Mario Bianchi
1910 - 1987
Mario Bianchi, in qualità di investigatore ufficiale e magistrato associato all'inchiesta giudiziaria su Vajont, rappresenta il tentativo dello stato di trasformare la calamità in una storia responsabile. Un disastro di questo tipo non termina quando l'alluvione si ritira. Continua nei fascicoli, nelle udienze, nelle testimonianze di esperti e nello sforzo meticoloso di determinare se l'evento fosse semplicemente tragico o anche prevenibile. Il ruolo di Bianchi apparteneva a quella seconda vita della catastrofe.
Gli investigatori a Vajont si trovarono di fronte a un compito difficile perché le prove fisiche stesse erano state violentemente riorganizzate. La diga era in piedi, la montagna si era spostata e interi quartieri erano scomparsi. Ricostruire la responsabilità richiedeva più che identificare il movimento franoso. Era necessario tracciare le decisioni: cosa si sapeva, quando si sapeva, come veniva interpretato e se il rischio fosse stato affrontato con sufficiente serietà. Un magistrato in un caso del genere deve tradurre la complessità tecnica in giudizio legale senza perdere né precisione né forza morale.

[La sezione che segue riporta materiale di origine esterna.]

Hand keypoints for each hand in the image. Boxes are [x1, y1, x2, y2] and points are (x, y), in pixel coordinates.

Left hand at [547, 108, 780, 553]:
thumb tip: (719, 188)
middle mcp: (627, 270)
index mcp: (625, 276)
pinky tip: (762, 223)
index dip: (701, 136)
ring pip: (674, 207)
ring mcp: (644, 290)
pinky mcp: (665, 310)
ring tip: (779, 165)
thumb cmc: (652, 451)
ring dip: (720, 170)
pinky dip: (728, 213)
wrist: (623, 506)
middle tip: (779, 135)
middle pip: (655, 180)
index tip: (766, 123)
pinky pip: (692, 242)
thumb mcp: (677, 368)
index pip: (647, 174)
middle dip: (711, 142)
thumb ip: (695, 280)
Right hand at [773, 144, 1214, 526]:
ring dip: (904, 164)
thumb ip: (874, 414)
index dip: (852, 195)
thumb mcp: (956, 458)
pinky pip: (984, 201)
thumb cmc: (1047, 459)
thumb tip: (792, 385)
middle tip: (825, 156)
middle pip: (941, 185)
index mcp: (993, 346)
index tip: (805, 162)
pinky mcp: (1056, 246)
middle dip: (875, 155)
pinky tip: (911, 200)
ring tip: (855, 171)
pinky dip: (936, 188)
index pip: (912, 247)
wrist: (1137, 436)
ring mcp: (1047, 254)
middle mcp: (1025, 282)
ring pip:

Nato nel 1910 e morto nel 1987, Bianchi apparteneva a una generazione che aveva visto l'ordine politico dell'Italia trasformarsi ripetutamente. Il suo lavoro su Vajont si inserisce in una lotta postbellica più ampia per creare istituzioni capaci di tenere a responsabilità potenti interessi industriali. Quella lotta non era mai puramente legale. Era anche culturale. Lo stato poteva affermare, con autorità, che il progresso era stato perseguito in modo sconsiderato? Poteva nominare l'errore ingegneristico senza cadere nel teatro politico? L'inchiesta era importante perché rispondeva di sì, almeno in parte.
Il valore di una figura del genere nella narrazione storica è che la responsabilità spesso arriva lentamente e imperfettamente, ma arriva attraverso persone disposte a leggere prove difficili contro narrazioni potenti. Il posto di Bianchi nella storia di Vajont non è quindi drammatico in un senso cinematografico. È procedurale, attento e necessario. Egli incarna il lavoro paziente attraverso il quale il disastro diventa precedente.
Alla fine, l'inchiesta non ha restituito la valle, ma ha aiutato a rendere visibile ciò che era stato oscurato: che il disastro non era un atto della natura nel senso semplicistico. Era una collisione tra geologia, infrastrutture e decisioni prese sotto il vessillo dello sviluppo. Investigatori come Bianchi hanno dato ai morti una seconda forma di presenza: un registro che non poteva essere facilmente negato.